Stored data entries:
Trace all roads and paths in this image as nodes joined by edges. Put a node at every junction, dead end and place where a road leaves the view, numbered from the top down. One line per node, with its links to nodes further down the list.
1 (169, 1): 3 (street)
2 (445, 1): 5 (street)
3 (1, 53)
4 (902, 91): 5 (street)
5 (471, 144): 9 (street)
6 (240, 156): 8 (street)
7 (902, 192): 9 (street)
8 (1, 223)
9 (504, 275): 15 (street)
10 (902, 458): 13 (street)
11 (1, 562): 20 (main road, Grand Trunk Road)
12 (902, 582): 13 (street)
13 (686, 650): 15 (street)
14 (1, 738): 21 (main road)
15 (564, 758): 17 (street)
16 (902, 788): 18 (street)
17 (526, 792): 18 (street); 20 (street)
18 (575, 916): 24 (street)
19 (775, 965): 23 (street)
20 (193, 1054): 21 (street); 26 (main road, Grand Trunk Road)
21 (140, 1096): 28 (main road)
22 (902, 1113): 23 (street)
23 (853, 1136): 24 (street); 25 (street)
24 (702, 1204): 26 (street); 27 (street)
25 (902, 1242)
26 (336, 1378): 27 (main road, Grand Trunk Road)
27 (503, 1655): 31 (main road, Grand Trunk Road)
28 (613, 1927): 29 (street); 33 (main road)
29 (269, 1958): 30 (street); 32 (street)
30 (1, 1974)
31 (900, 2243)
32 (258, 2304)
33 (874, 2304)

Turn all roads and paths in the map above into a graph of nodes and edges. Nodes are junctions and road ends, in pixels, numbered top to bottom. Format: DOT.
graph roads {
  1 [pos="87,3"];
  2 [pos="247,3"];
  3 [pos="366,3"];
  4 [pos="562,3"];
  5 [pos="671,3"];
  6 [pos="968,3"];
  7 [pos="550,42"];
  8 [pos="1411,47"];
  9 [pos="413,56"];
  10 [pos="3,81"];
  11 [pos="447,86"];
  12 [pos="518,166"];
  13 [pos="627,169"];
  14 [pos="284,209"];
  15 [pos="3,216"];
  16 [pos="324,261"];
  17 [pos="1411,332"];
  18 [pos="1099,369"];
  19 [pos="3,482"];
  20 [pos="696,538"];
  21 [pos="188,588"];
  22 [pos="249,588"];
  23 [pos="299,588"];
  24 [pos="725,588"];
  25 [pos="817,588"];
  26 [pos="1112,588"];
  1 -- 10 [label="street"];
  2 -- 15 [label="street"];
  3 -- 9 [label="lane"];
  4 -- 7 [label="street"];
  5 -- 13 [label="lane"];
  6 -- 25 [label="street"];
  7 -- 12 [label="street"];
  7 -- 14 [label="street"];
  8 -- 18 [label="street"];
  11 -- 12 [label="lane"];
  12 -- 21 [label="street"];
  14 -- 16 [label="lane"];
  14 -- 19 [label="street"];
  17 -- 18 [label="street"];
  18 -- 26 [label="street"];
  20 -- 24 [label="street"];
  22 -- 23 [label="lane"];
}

### YOUR GOAL
Each line from the one containing "Turn all roads" through the last line of the entries is to be copied exactly, with no other lines added.

### THE COMPLETED TASK
Turn all roads and paths in the map above into a graph of nodes and edges. Nodes are junctions and road ends, in pixels, numbered top to bottom. Format: DOT.
graph roads {
  1 [pos="87,3"];
  2 [pos="247,3"];
  3 [pos="366,3"];
  4 [pos="562,3"];
  5 [pos="671,3"];
  6 [pos="968,3"];
  7 [pos="550,42"];
  8 [pos="1411,47"];
  9 [pos="413,56"];
  10 [pos="3,81"];
  11 [pos="447,86"];
  12 [pos="518,166"];
  13 [pos="627,169"];
  14 [pos="284,209"];
  15 [pos="3,216"];
  16 [pos="324,261"];
  17 [pos="1411,332"];
  18 [pos="1099,369"];
  19 [pos="3,482"];
  20 [pos="696,538"];
  21 [pos="188,588"];
  22 [pos="249,588"];
  23 [pos="299,588"];
  24 [pos="725,588"];
  25 [pos="817,588"];
  26 [pos="1112,588"];
  1 -- 10 [label="street"];
  2 -- 15 [label="street"];
  3 -- 9 [label="lane"];
  4 -- 7 [label="street"];
  5 -- 13 [label="lane"];
  6 -- 25 [label="street"];
  7 -- 12 [label="street"];
  7 -- 14 [label="street"];
  8 -- 18 [label="street"];
  11 -- 12 [label="lane"];
  12 -- 21 [label="street"];
  14 -- 16 [label="lane"];
  14 -- 19 [label="street"];
  17 -- 18 [label="street"];
  18 -- 26 [label="street"];
  20 -- 24 [label="street"];
  22 -- 23 [label="lane"];
}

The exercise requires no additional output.